As the single-family housing market began to tank last
year, many developers were expecting the cost of building
apartments to drop this year. But prices for labor and
materials keep rising faster than inflation and should
continue to rise for the foreseeable future, experts
say.
“We haven’t seen any let up,”
said David Levey, executive vice president for Forest City
Residential, headquartered in Cleveland. Although the news
is especially bad for developers of mid-rise and high-rise
buildings like Forest City, costs are up for all types of
multifamily construction.
It might seem illogical at first: Demand for materials
and labor has dropped sharply, but prices keep rising.
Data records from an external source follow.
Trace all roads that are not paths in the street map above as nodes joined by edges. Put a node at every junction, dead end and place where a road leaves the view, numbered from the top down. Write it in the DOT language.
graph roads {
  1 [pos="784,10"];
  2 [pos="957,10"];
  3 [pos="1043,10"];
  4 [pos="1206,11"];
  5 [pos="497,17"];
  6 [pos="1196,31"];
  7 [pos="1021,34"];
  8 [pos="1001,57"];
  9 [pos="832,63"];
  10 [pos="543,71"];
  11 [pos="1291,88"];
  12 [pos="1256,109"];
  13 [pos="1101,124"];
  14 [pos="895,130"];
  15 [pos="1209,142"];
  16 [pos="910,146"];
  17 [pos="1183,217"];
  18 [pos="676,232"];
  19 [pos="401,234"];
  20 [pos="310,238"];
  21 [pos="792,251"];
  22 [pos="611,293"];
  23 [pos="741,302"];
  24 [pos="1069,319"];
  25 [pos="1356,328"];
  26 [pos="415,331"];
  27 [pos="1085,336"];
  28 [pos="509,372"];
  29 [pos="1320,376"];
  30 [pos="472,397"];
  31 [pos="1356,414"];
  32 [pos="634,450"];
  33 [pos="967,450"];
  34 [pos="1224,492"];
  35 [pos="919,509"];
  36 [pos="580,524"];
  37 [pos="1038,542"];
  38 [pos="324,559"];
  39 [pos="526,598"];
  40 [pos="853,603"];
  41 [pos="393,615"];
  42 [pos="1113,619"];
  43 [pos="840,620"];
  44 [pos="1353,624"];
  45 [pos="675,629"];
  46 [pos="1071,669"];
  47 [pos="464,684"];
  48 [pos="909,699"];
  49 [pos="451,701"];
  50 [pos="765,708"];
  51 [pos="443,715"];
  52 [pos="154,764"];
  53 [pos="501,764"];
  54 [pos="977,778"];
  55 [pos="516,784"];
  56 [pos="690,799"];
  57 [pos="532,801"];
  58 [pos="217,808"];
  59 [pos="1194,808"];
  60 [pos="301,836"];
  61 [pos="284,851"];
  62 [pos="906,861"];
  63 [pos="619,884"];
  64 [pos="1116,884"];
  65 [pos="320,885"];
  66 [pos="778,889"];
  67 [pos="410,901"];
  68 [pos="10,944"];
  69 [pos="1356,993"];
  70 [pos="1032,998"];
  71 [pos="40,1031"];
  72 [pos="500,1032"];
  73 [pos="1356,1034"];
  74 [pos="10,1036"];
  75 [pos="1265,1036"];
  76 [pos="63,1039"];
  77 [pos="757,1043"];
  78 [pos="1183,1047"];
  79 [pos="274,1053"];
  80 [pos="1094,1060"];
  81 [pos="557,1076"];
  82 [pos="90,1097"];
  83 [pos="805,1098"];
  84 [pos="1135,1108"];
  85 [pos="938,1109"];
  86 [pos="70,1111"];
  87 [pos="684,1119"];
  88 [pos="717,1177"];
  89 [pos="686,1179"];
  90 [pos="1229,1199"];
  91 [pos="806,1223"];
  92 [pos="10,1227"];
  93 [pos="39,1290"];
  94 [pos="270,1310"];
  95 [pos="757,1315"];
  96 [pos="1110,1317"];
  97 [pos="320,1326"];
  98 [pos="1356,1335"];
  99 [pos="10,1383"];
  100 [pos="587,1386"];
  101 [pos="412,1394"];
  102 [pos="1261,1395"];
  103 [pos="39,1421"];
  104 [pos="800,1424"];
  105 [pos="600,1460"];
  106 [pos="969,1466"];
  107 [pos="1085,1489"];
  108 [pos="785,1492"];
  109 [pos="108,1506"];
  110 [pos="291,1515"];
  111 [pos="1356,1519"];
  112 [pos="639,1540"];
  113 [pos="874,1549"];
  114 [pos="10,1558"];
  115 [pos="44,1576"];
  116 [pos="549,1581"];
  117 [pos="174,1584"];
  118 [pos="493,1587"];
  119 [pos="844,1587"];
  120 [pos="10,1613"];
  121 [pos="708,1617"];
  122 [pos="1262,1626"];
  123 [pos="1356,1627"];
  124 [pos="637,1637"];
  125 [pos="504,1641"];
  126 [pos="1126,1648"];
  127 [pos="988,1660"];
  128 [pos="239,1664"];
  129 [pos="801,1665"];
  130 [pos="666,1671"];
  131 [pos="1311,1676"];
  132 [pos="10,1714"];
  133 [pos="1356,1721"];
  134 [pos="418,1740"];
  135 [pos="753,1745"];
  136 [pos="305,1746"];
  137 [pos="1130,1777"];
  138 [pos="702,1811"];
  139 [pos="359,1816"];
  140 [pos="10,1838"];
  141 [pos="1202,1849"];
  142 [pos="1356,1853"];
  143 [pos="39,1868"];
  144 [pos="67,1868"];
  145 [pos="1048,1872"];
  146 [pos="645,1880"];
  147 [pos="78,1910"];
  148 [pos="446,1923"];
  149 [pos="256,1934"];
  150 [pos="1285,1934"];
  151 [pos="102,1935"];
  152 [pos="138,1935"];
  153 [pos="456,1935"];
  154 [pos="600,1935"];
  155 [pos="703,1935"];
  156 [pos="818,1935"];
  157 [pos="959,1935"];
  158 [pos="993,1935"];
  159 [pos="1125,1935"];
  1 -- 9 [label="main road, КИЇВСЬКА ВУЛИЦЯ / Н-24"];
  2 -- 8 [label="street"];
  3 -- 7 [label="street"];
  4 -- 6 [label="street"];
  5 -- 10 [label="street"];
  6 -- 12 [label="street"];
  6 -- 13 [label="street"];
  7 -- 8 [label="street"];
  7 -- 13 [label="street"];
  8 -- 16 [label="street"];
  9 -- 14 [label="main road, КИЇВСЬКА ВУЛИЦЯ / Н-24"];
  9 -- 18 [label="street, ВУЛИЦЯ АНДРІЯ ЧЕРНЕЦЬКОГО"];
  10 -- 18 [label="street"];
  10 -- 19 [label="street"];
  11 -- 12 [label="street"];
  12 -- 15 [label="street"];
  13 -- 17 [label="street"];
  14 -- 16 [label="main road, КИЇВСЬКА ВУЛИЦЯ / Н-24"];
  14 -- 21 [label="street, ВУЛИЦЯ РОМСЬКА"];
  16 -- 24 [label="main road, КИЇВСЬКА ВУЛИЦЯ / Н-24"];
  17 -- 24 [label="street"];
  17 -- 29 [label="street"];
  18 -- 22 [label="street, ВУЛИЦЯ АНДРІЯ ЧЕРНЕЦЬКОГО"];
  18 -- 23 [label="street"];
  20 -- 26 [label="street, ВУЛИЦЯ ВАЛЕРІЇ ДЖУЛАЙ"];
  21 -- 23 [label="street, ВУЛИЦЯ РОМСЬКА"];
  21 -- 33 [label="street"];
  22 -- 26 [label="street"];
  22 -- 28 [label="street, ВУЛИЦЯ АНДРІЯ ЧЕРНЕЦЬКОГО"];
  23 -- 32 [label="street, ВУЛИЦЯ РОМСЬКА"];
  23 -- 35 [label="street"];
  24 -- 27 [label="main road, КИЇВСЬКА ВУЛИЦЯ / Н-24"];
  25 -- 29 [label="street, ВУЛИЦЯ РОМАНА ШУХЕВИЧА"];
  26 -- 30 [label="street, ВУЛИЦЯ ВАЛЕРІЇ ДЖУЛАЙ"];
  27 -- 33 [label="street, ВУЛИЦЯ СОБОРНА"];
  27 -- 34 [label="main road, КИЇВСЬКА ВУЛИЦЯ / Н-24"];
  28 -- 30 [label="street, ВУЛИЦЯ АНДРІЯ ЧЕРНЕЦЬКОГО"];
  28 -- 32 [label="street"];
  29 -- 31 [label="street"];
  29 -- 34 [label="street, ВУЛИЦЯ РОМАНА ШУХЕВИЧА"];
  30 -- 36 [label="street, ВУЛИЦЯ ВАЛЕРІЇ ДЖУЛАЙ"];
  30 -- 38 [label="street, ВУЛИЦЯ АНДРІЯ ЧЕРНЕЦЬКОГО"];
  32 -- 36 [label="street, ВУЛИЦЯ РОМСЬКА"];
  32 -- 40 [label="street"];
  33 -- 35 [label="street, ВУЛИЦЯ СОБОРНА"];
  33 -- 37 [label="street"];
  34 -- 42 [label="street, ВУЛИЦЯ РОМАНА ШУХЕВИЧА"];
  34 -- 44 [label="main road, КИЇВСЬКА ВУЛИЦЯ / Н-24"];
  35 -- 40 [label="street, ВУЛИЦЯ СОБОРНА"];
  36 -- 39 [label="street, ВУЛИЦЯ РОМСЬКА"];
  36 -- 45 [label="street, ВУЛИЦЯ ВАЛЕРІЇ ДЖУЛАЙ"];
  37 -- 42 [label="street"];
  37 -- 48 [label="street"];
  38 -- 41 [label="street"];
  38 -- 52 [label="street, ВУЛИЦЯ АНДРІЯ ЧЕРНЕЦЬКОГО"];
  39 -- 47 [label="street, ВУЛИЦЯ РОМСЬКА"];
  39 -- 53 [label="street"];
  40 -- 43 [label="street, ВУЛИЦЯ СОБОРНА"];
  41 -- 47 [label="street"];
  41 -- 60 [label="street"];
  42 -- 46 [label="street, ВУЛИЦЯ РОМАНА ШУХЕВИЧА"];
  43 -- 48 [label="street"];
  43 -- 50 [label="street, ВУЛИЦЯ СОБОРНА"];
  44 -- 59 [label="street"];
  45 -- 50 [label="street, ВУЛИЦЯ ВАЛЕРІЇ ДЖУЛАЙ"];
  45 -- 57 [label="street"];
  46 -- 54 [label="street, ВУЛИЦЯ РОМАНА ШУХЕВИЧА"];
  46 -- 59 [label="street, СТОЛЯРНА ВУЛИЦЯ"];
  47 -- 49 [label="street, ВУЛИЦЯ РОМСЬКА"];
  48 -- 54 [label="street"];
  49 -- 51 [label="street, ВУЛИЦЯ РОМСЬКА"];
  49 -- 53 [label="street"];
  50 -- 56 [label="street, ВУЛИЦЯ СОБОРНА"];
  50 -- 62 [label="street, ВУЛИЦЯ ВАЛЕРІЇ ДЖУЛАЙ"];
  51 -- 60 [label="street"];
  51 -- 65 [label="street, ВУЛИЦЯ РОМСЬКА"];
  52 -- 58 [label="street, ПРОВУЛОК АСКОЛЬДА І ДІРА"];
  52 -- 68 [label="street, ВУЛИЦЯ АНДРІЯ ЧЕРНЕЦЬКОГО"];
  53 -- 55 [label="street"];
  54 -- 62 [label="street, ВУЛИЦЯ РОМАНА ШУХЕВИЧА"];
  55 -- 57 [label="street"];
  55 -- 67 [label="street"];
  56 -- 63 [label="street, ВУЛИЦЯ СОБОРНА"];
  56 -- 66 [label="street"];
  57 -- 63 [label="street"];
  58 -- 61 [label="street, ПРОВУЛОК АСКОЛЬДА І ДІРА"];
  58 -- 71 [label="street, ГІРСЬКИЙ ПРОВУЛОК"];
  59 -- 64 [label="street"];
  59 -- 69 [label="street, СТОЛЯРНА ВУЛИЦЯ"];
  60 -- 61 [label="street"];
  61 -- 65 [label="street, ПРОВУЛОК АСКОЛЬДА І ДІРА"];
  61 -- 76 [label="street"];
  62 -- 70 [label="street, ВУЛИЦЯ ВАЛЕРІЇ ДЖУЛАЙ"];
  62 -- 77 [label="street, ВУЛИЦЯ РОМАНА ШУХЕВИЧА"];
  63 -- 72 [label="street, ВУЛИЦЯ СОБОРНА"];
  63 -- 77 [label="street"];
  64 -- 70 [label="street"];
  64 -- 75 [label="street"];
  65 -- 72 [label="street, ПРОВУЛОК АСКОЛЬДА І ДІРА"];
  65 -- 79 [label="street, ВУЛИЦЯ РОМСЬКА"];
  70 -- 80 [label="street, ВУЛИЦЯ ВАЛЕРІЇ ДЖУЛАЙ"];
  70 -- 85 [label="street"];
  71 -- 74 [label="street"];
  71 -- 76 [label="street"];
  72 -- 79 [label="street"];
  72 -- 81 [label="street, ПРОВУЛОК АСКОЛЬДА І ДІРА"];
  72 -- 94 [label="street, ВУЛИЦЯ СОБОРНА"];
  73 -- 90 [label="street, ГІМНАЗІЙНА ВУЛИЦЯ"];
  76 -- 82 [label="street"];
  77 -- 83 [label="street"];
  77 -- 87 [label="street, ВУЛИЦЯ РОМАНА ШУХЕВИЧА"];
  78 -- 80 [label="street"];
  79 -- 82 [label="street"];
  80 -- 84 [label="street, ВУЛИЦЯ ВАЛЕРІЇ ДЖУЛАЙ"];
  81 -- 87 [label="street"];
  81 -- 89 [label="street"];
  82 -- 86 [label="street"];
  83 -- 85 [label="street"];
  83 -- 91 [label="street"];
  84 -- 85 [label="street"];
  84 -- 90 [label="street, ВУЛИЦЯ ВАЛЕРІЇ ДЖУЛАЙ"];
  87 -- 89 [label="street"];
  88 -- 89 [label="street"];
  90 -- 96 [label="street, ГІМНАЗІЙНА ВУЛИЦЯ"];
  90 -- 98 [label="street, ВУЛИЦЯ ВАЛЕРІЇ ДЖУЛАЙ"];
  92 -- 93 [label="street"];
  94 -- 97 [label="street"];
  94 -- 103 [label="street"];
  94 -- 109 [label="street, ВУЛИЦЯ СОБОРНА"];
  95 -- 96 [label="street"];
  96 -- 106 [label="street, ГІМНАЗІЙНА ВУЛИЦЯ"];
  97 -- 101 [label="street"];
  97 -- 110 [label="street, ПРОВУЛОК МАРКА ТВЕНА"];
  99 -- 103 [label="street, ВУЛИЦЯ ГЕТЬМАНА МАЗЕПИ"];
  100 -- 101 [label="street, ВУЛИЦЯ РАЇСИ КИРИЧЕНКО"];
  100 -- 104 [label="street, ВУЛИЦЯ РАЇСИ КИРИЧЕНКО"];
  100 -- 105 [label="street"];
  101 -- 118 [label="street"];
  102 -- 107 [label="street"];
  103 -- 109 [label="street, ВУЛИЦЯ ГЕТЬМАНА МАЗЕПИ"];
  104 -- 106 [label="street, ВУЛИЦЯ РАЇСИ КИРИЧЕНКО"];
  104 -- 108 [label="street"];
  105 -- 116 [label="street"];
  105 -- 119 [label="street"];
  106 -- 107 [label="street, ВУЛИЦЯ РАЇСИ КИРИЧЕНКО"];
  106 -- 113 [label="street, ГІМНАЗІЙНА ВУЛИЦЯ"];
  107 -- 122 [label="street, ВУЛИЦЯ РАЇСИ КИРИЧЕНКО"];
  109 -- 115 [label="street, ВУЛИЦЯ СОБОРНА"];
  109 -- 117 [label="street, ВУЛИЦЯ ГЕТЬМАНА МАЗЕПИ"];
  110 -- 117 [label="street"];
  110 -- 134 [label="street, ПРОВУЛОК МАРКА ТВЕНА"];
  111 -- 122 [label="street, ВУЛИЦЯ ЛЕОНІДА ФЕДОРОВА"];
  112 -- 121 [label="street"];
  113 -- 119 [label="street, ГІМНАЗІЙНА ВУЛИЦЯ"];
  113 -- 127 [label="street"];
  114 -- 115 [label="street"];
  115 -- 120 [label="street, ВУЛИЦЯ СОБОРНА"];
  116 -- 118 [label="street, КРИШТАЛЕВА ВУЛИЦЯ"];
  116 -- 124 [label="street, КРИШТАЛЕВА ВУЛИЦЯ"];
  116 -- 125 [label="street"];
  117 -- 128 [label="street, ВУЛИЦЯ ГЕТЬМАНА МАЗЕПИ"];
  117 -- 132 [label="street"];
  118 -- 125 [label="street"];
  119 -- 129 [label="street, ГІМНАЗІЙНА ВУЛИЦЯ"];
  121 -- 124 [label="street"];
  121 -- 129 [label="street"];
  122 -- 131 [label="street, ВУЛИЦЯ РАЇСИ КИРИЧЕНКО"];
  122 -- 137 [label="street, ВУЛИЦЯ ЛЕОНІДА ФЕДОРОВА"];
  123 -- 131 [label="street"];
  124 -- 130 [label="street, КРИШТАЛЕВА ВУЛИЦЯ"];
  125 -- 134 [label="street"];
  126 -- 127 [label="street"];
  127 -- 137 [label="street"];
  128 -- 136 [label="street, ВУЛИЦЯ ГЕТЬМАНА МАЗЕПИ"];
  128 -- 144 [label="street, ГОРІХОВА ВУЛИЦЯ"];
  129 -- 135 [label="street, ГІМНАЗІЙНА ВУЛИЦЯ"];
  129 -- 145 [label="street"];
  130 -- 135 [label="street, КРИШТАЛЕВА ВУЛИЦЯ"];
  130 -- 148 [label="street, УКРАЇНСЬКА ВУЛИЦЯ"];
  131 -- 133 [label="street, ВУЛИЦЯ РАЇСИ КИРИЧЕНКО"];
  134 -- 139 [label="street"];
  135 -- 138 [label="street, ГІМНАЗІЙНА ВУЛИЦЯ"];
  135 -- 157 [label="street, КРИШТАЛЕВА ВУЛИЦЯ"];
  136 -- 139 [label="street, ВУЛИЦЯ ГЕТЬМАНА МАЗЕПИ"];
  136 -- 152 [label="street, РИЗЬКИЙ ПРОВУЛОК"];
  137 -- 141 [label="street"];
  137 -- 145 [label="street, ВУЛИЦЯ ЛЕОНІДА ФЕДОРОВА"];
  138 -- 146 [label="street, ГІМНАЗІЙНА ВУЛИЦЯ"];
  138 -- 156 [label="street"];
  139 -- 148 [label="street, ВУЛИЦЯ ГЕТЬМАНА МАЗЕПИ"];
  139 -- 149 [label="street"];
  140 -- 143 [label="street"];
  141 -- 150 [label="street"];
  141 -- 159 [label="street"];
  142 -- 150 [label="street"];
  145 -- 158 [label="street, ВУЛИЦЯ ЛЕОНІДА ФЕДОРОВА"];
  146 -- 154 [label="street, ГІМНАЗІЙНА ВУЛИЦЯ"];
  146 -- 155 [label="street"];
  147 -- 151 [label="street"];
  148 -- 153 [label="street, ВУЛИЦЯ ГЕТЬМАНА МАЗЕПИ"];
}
As the housing bubble burst, housing starts crashed to
reach a seasonally adjusted annual rate of 1.5 million in
April, down from 2 million in 2005. That should leave
enough construction materials sitting in warehouses to
build half a million homes and apartments, an oversupply
that would seem likely to damp prices.
Instead, the price of new multifamily construction rose
3.5 percent over the 12 months that ended in April. The
cost increase isn’t as bad as last year’s
7.9 percent jump, but it’s still above inflation
as measured by the overall consumer price index, and
it’s a huge disappointment to developers who hoped
prices would drop.
The problem is that even as demand from the housing
industry for materials and labor has dropped, commercial
developers and builders overseas have picked up the
slack.
An appetite for metal
The rapid transformation of China into an industrial
superpower has fed an insatiable appetite in the
world’s most populous country for tremendous
amounts of concrete, steel, and other metals.
Meantime, U.S. developers started $97 billion worth of
non-residential projects over the 12 months ending in April
2007, a 22 percent increase from the prior year, according
to Reed Construction Data, an Atlanta-based research
company.
Hotel and office construction has been especially
strong, using many of the same workers and equipment needed
to build apartment or condominium towers.
High energy prices are also pushing up the cost to
produce and ship construction materials. The price of crude
oil has risen back toward $70 a barrel after falling to
around $50 in January.
Still, developers of garden apartments, which need less
of the copper, steel, and cement that have risen most in
price, are benefiting from declining prices for a few
materials, such as framing lumber and gypsum wallboard.
Single-family homes, which use similar materials and
labor, endured just a 2.7 percent rise in construction
costs in the 12 months that ended in April.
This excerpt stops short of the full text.